The Secrets of System Management Mode

By Robert R. Collins


In the January 1997 "Undocumented Corner," I presented a brief prehistory and overview of System Management Mode (SMM), and made a comparison between 80386 ICE mode and Pentium’s SMM. As demonstrated in that column, there are many similarities and many differences between ICE mode and SMM. Even though Intel did document SMM in its Pentium manuals, it skipped a few things – the secrets of System Management Mode. This column will disclose some of those secrets. Specifically, I will discuss the state save map, show how the AutoHALT feature works, explain the I/O Restart feature (and how it is capable of restarting a string I/O operation from the beginning), and discuss interrupt servicing within SMM. Keep in mind that the information presented in this column is highly implementation dependent. Intel offers no guarantee that this behavior will exist in any future processors, or future steppings of the same processor. Therefore, it would be inappropriate to use any of these secrets in production code.
The Secrets of the State Save Map

As mentioned in my previous column, SMM’s state save map is nearly identical to the memory image used by the undocumented LOADALL instruction (see http://www.rcollins.org/articles/loadall for a description of the LOADALL instruction). In the Pentium Processor Family Developer’s Manual, Volume 3 (Intel part number 241430), Table 20-2 presents the SMRAM State Save Map. Many parts of this map are designated "Reserved." You are warned not to modify any of these location lest unpredictable microprocessor behavior may result. Often times, those words are Intel technobabble that means "the microprocessor behavior is fully defined – we just don’t want to tell you what it is." This case appears to be no different.
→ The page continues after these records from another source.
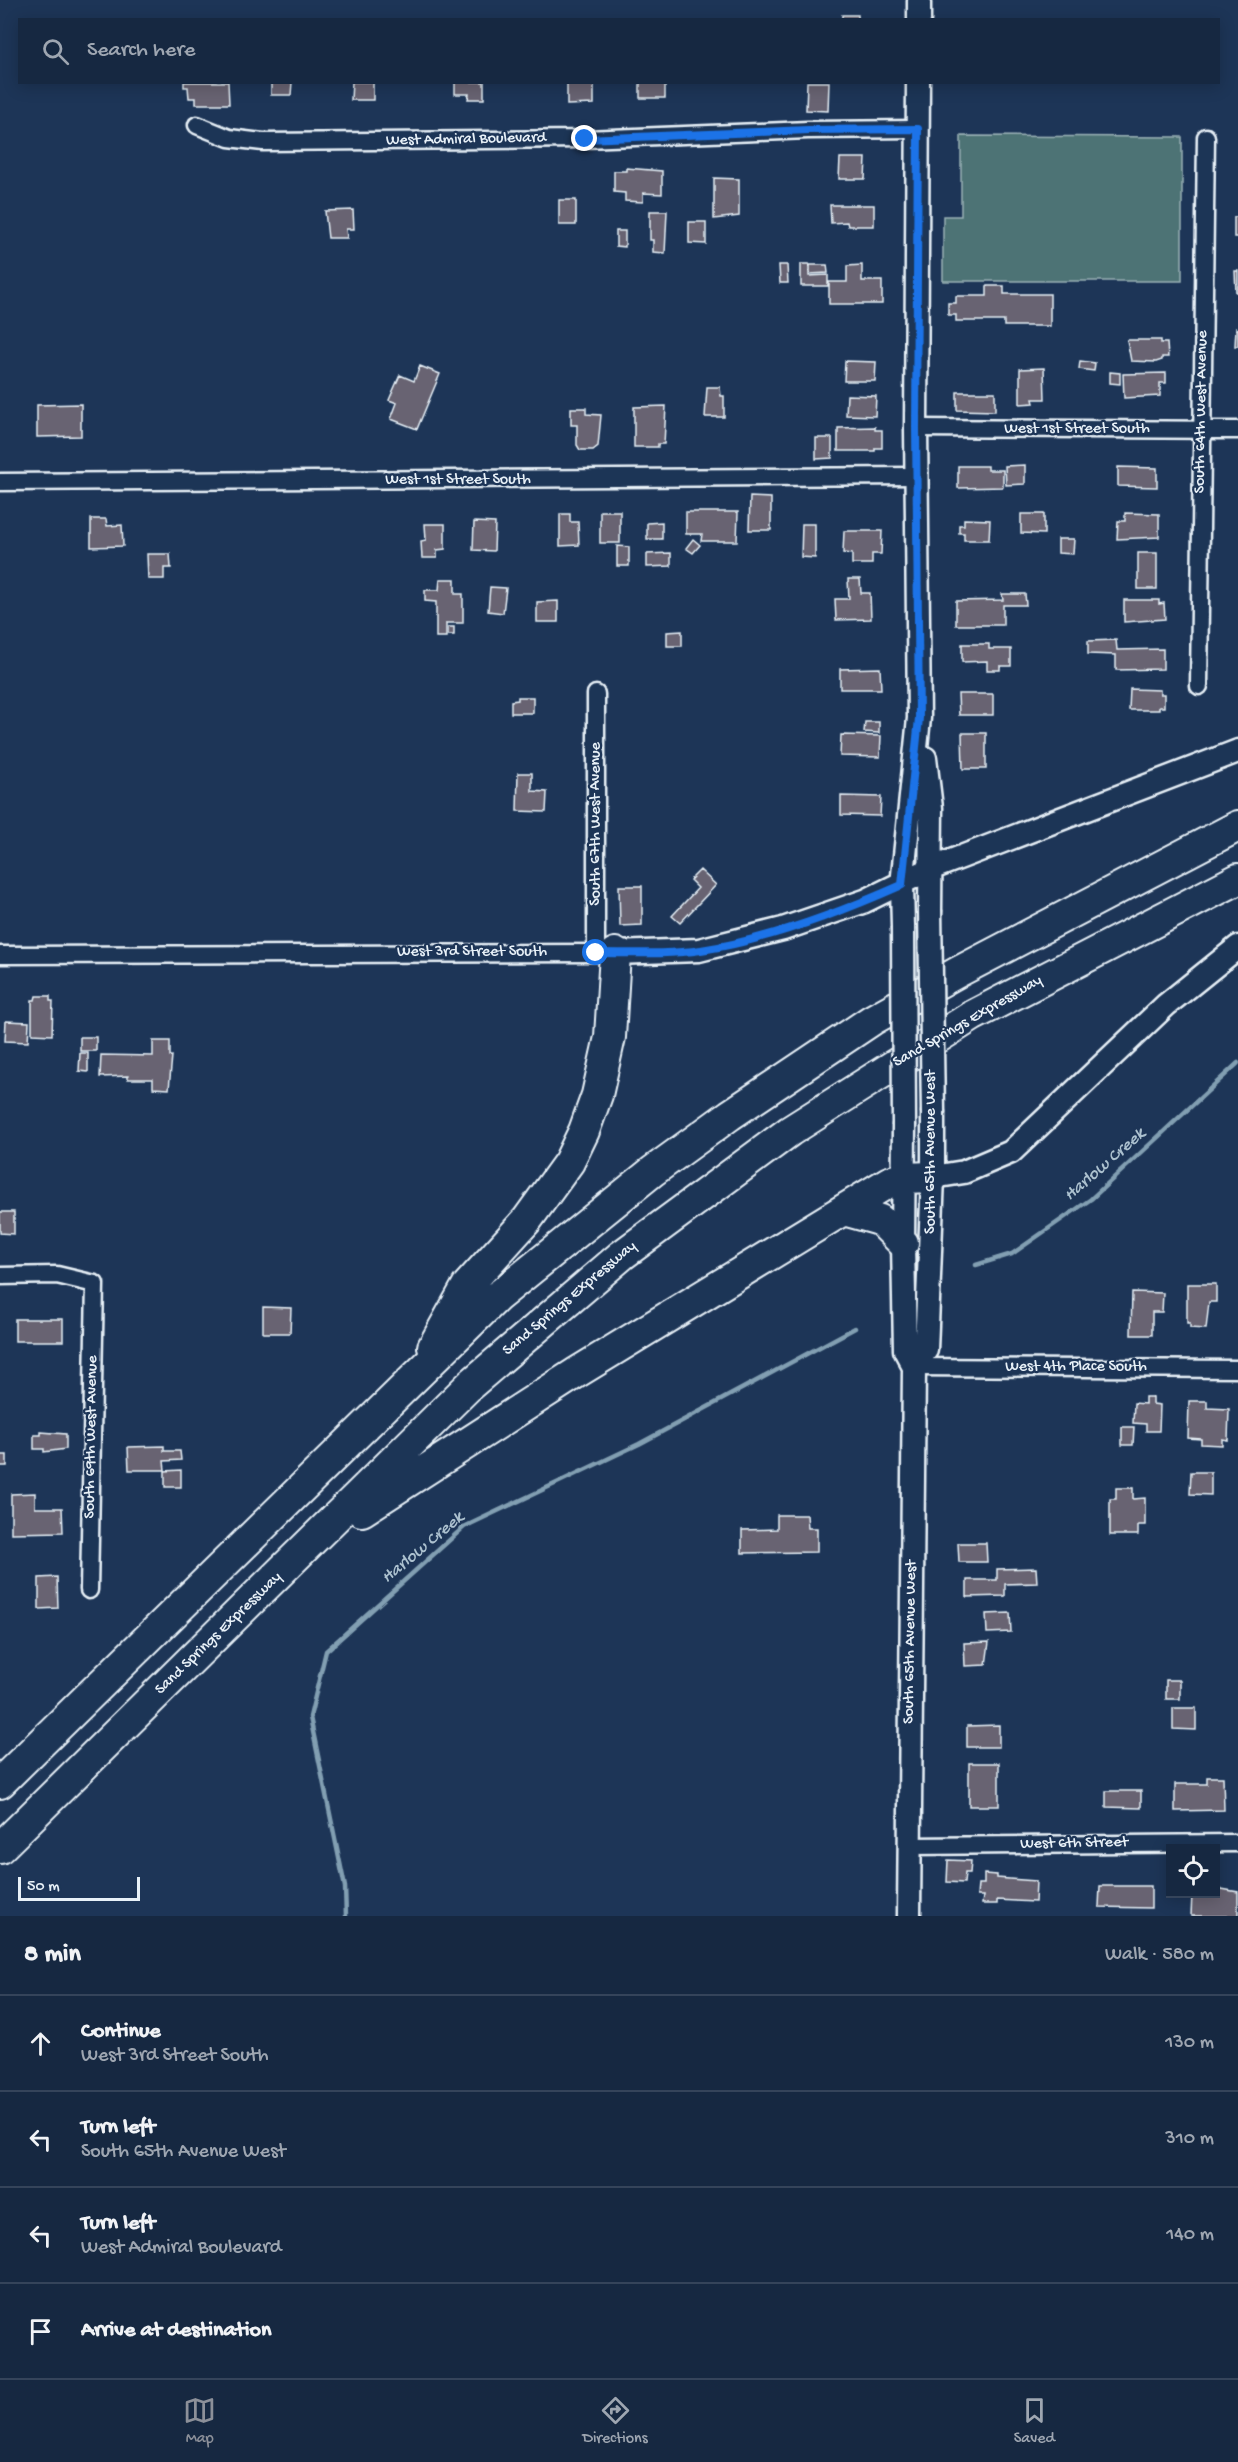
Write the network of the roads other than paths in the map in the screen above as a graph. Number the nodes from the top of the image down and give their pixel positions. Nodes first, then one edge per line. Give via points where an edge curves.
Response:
1 (919, 0) edge
2 (918, 18) edge
3 (918, 84) edge
4 (197, 125) dead end
5 (918, 129) junction
6 (1206, 137) dead end
7 (916, 428) junction
8 (1201, 430) junction
9 (1238, 430) edge
10 (916, 476) junction
11 (0, 482) edge
12 (1199, 686) dead end
13 (596, 694) dead end
14 (919, 718) junction
15 (1238, 751) edge
16 (1238, 826) edge
17 (930, 869) junction
18 (1238, 879) edge
19 (902, 885) junction
20 (1238, 947) edge
21 (606, 953) junction
22 (0, 955) edge
23 (933, 1177) junction
24 (903, 1178) junction
25 (844, 1210) junction
26 (903, 1243) junction
27 (0, 1276) edge
28 (914, 1367) junction
29 (1238, 1369) edge
30 (417, 1374) junction
31 (308, 1547) junction
32 (89, 1590) dead end
33 (0, 1783) edge
34 (1238, 1844) edge
35 (909, 1845) junction
36 (0, 1848) edge
37 (909, 1916) edge

1 - 2 street
3 - 5 street, South 65th Avenue West
4 - 5 street, West Admiral Boulevard via 230,138 263,142 585,139
5 - 7 street, South 65th Avenue West
6 - 8 street, South 64th West Avenue
7 - 8 street, West 1st Street South
7 - 10 street, South 65th Avenue West
8 - 9 street, West 1st Street South
8 - 12 street, South 64th West Avenue
10 - 11 street, West 1st Street South
10 - 14 street, South 65th Avenue West
13 - 21 street, South 67th West Avenue
14 - 17 street, South 65th Avenue West via 932,808
14 - 19 street, South 65th Avenue West
15 - 17 street, West 3rd Street South
16 - 30 highway via 872,1020 776,1084 653,1171 561,1244 497,1297
17 - 19 street, West 3rd Street South
17 - 23 street, South 65th Avenue West, bridge
18 - 31 highway, Sand Springs Expressway via 972,1016 790,1131 688,1203 549,1315 471,1384
19 - 21 street, West 3rd Street South via 824,915 721,946
19 - 24 street, South 65th Avenue West, bridge
20 - 23 street via 1166,1005 1011,1152 964,1172
21 - 22 street, West 3rd Street South
21 - 30 highway via 610,1037 584,1131 569,1162 527,1220 467,1286
23 - 24 highway
23 - 28 street, South 65th Avenue West via 926,1350
24 - 25 highway via 889,1182
24 - 26 street, South 65th Avenue West
25 - 26 highway via 880,1220
25 - 31 highway via 566,1379
26 - 28 street, South 65th Avenue West via 905,1350
27 - 32 street, South 69th West Avenue via 57,1275 95,1284
28 - 29 street, West 4th Place South
28 - 35 street, South 65th Avenue West
30 - 33 highway
31 - 36 highway, Sand Springs Expressway
34 - 35 street, West 6th Street
35 - 37 street, South 65th Avenue West

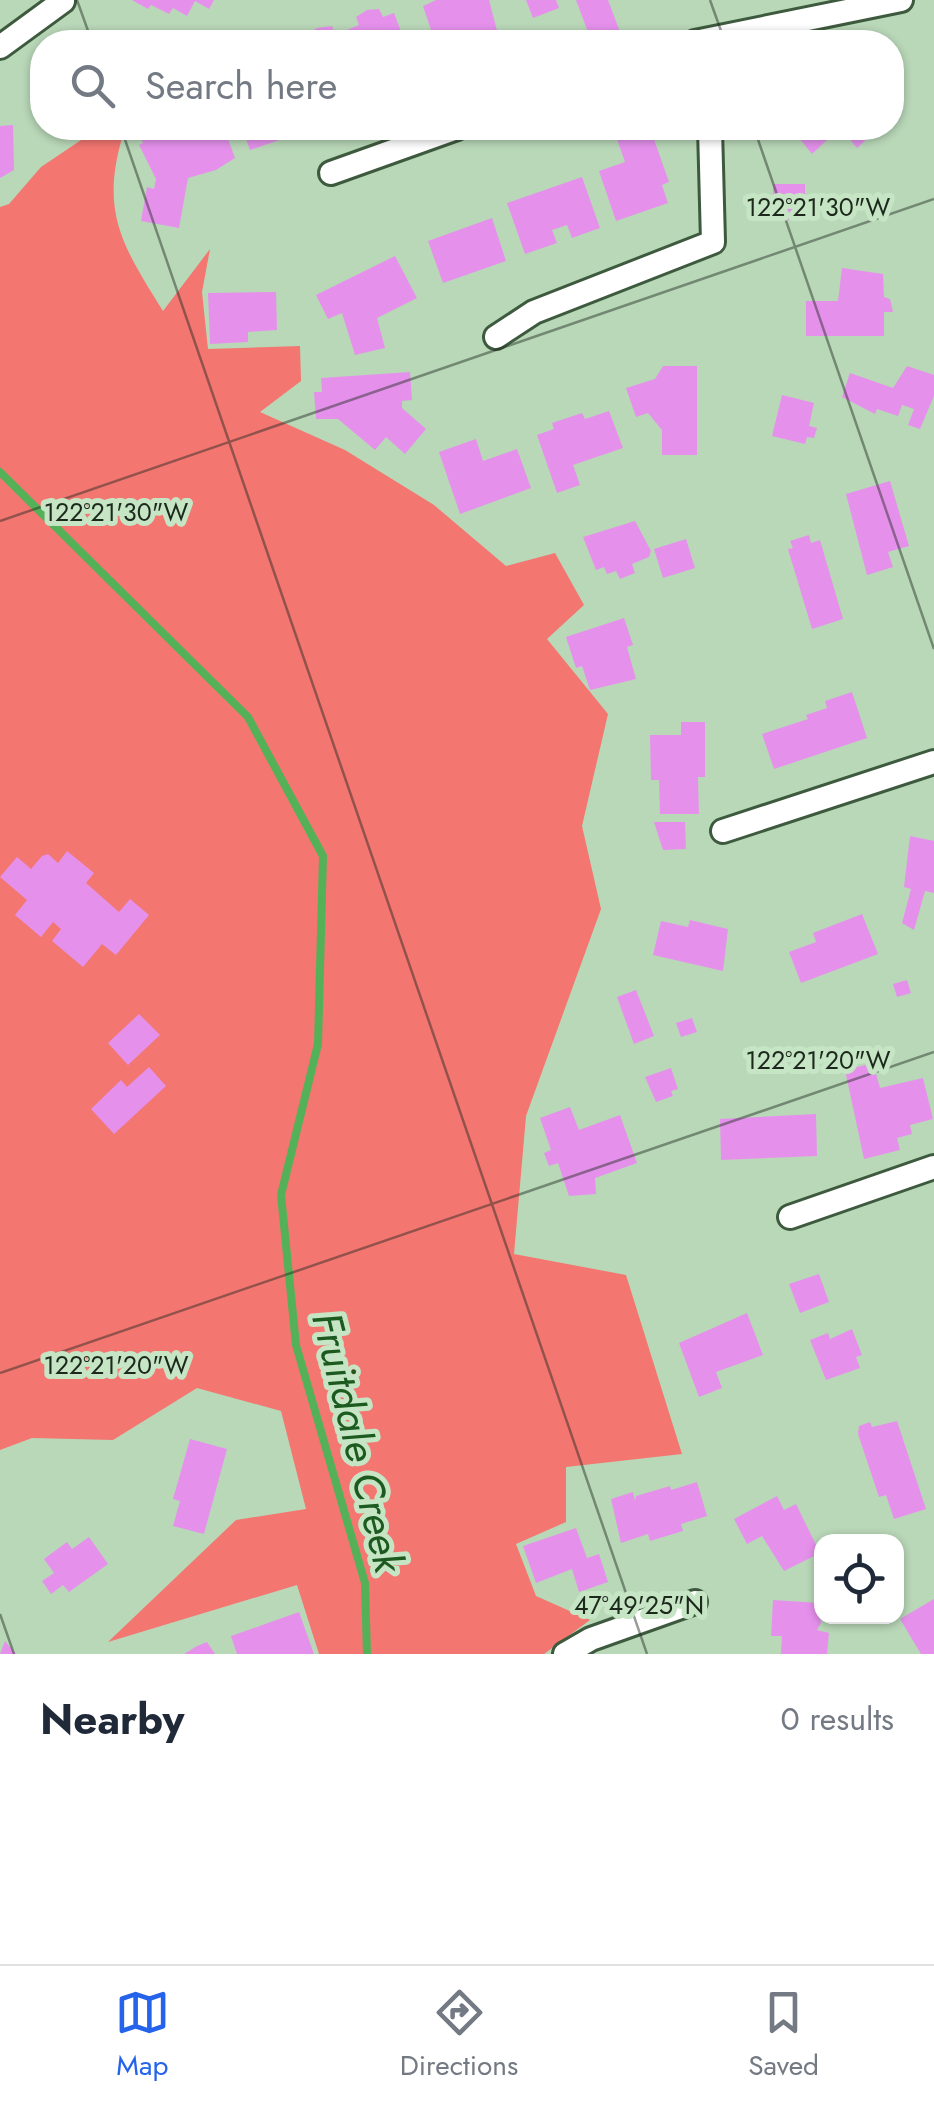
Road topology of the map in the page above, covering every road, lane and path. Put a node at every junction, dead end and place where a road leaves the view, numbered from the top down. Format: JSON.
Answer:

Table 1 shows the entire SMM State Save Map, including all of the undocumented location. The undocumented locations can be subdivided into four categories: undocumented registers; descriptor cache; I/O restart; and unwritten. The unwritten category is self explanatory, as these locations are never written by the Pentium processor.

Undocumented Registers

The only undocumented registers are CR4 in location 7F28, RSM Control in 7F26, and the Alternate DR6 register in location 7F24. The CR4 register contains control bits that enable many Pentium features, such as Virtual Mode Extensions, Protected Virtual Interrupts, and 4 MB Pages (See http://www.rcollins.org/articles/vme1, http://www.rcollins.org/articles/pvi1, and DDJ May 1996, or http://www.rcollins.org/ddj/May96 for a description of these features). If CR4 were not stored in the state save map, it would be impossible to restore the Pentium processor to all of its operating environments.

The Alternate DR6 register is controlled by the RSM Control register. When RSM_CTL[bit0] = 1, the least significant word of DR6 (the lower 16 bits) is loaded from the ALT_DR6 slot, instead of the normal DR6 slot at 7FCC. It appears that the remaining 15 bits in RSM Control serve no other measurable purpose. I don’t know why this alternate version of DR6 exists, and would strongly recommend that nobody rely on it existing in future versions of SMM, or even different steppings of the Pentium processor.

Descriptor Cache Slots

The descriptor caches contain the microprocessor’s internal form of each segment register (DS, CS, and so on) and the system registers (GDT, IDT, LDT, and TR). The registers that we normally call segment registers (CS, DS, and so on), are merely user-visible registers that don’t have any real effect on the internal operations of the microprocessor. Whether in real mode, protected mode, or virtual 8086 mode, all microprocessor operations that use segments are controlled by the values in the descriptor cache registers – not the user-visible segment registers. Each time a segment register or system register is loaded, the microprocessor loads the appropriate descriptor cache register. Each descriptor cache is composed of three fields: a base address, a limit, and segment access rights. (Example 1 shows the format of the descriptor cache registers.) Some of these fields are read from descriptor tables (for example, when loading a segment register in protected mode), some are calculated (for instance, the segment register base address in real mode), some are ignored (for example, the segment access rights are not changed in real mode), and others are given hard-coded values (for example, the access rights when loading GDT, and IDT).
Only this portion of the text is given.